**PROMPT**
A faithful transcription of all the data, images excluded, is the required answer.
** Opening DATASET block **
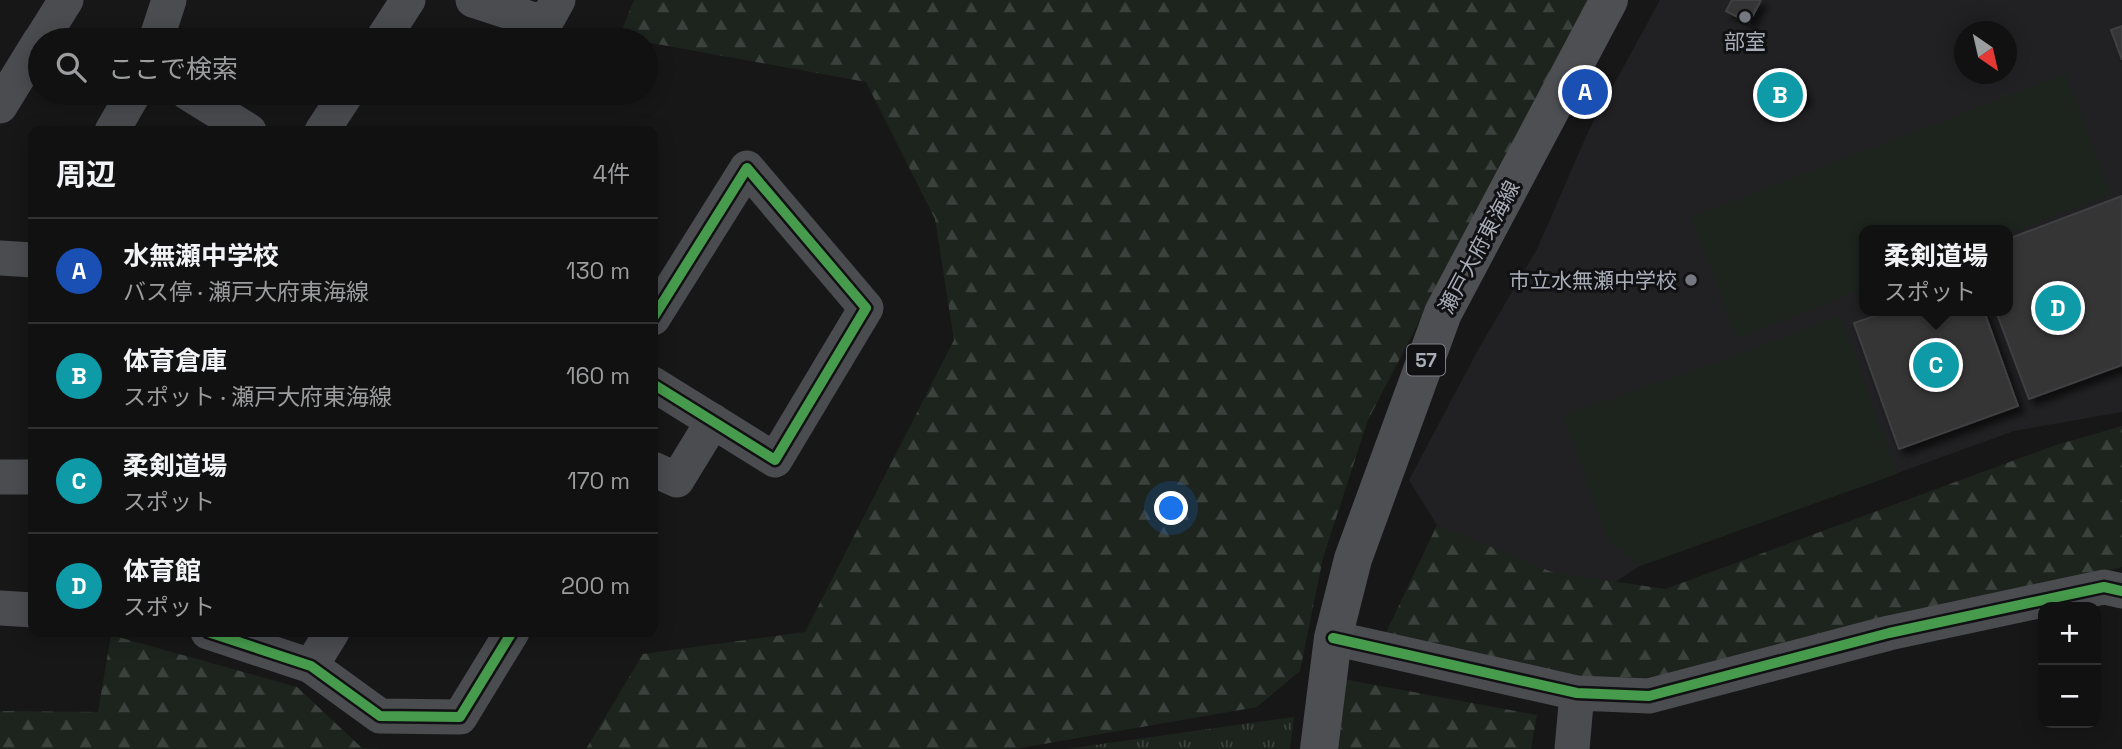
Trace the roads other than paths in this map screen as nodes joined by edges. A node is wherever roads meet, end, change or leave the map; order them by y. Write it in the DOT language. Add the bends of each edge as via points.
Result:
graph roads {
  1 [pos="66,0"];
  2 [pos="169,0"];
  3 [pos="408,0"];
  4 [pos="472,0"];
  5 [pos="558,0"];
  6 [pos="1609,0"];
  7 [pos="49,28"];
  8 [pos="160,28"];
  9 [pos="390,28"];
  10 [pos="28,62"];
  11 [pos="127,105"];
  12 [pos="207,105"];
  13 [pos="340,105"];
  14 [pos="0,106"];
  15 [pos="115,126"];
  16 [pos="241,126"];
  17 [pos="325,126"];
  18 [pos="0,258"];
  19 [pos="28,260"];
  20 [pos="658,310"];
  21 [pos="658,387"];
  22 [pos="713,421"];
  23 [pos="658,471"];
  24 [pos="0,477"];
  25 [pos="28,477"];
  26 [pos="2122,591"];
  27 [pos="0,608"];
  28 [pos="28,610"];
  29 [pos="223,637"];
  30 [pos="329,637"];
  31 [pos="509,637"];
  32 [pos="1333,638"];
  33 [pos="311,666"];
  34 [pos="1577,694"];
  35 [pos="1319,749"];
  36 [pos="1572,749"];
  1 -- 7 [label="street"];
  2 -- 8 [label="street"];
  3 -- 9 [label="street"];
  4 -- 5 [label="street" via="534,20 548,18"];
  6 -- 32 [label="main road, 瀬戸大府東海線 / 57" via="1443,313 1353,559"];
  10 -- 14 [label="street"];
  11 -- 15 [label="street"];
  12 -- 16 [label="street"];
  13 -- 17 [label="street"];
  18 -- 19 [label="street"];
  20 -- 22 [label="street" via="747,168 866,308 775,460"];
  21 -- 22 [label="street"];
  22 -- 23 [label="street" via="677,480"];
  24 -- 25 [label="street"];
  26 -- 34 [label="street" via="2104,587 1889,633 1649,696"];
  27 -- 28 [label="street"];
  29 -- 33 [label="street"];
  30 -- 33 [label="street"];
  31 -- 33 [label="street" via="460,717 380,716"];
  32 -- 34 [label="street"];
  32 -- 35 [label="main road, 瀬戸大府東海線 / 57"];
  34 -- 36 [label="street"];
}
** Closing DATASET block **
**TASK ANSWER**
Trace the roads other than paths in this map screen as nodes joined by edges. A node is wherever roads meet, end, change or leave the map; order them by y. Write it in the DOT language. Add the bends of each edge as via points.
Result:
graph roads {
  1 [pos="66,0"];
  2 [pos="169,0"];
  3 [pos="408,0"];
  4 [pos="472,0"];
  5 [pos="558,0"];
  6 [pos="1609,0"];
  7 [pos="49,28"];
  8 [pos="160,28"];
  9 [pos="390,28"];
  10 [pos="28,62"];
  11 [pos="127,105"];
  12 [pos="207,105"];
  13 [pos="340,105"];
  14 [pos="0,106"];
  15 [pos="115,126"];
  16 [pos="241,126"];
  17 [pos="325,126"];
  18 [pos="0,258"];
  19 [pos="28,260"];
  20 [pos="658,310"];
  21 [pos="658,387"];
  22 [pos="713,421"];
  23 [pos="658,471"];
  24 [pos="0,477"];
  25 [pos="28,477"];
  26 [pos="2122,591"];
  27 [pos="0,608"];
  28 [pos="28,610"];
  29 [pos="223,637"];
  30 [pos="329,637"];
  31 [pos="509,637"];
  32 [pos="1333,638"];
  33 [pos="311,666"];
  34 [pos="1577,694"];
  35 [pos="1319,749"];
  36 [pos="1572,749"];
  1 -- 7 [label="street"];
  2 -- 8 [label="street"];
  3 -- 9 [label="street"];
  4 -- 5 [label="street" via="534,20 548,18"];
  6 -- 32 [label="main road, 瀬戸大府東海線 / 57" via="1443,313 1353,559"];
  10 -- 14 [label="street"];
  11 -- 15 [label="street"];
  12 -- 16 [label="street"];
  13 -- 17 [label="street"];
  18 -- 19 [label="street"];
  20 -- 22 [label="street" via="747,168 866,308 775,460"];
  21 -- 22 [label="street"];
  22 -- 23 [label="street" via="677,480"];
  24 -- 25 [label="street"];
  26 -- 34 [label="street" via="2104,587 1889,633 1649,696"];
  27 -- 28 [label="street"];
  29 -- 33 [label="street"];
  30 -- 33 [label="street"];
  31 -- 33 [label="street" via="460,717 380,716"];
  32 -- 34 [label="street"];
  32 -- 35 [label="main road, 瀬戸大府東海線 / 57"];
  34 -- 36 [label="street"];
}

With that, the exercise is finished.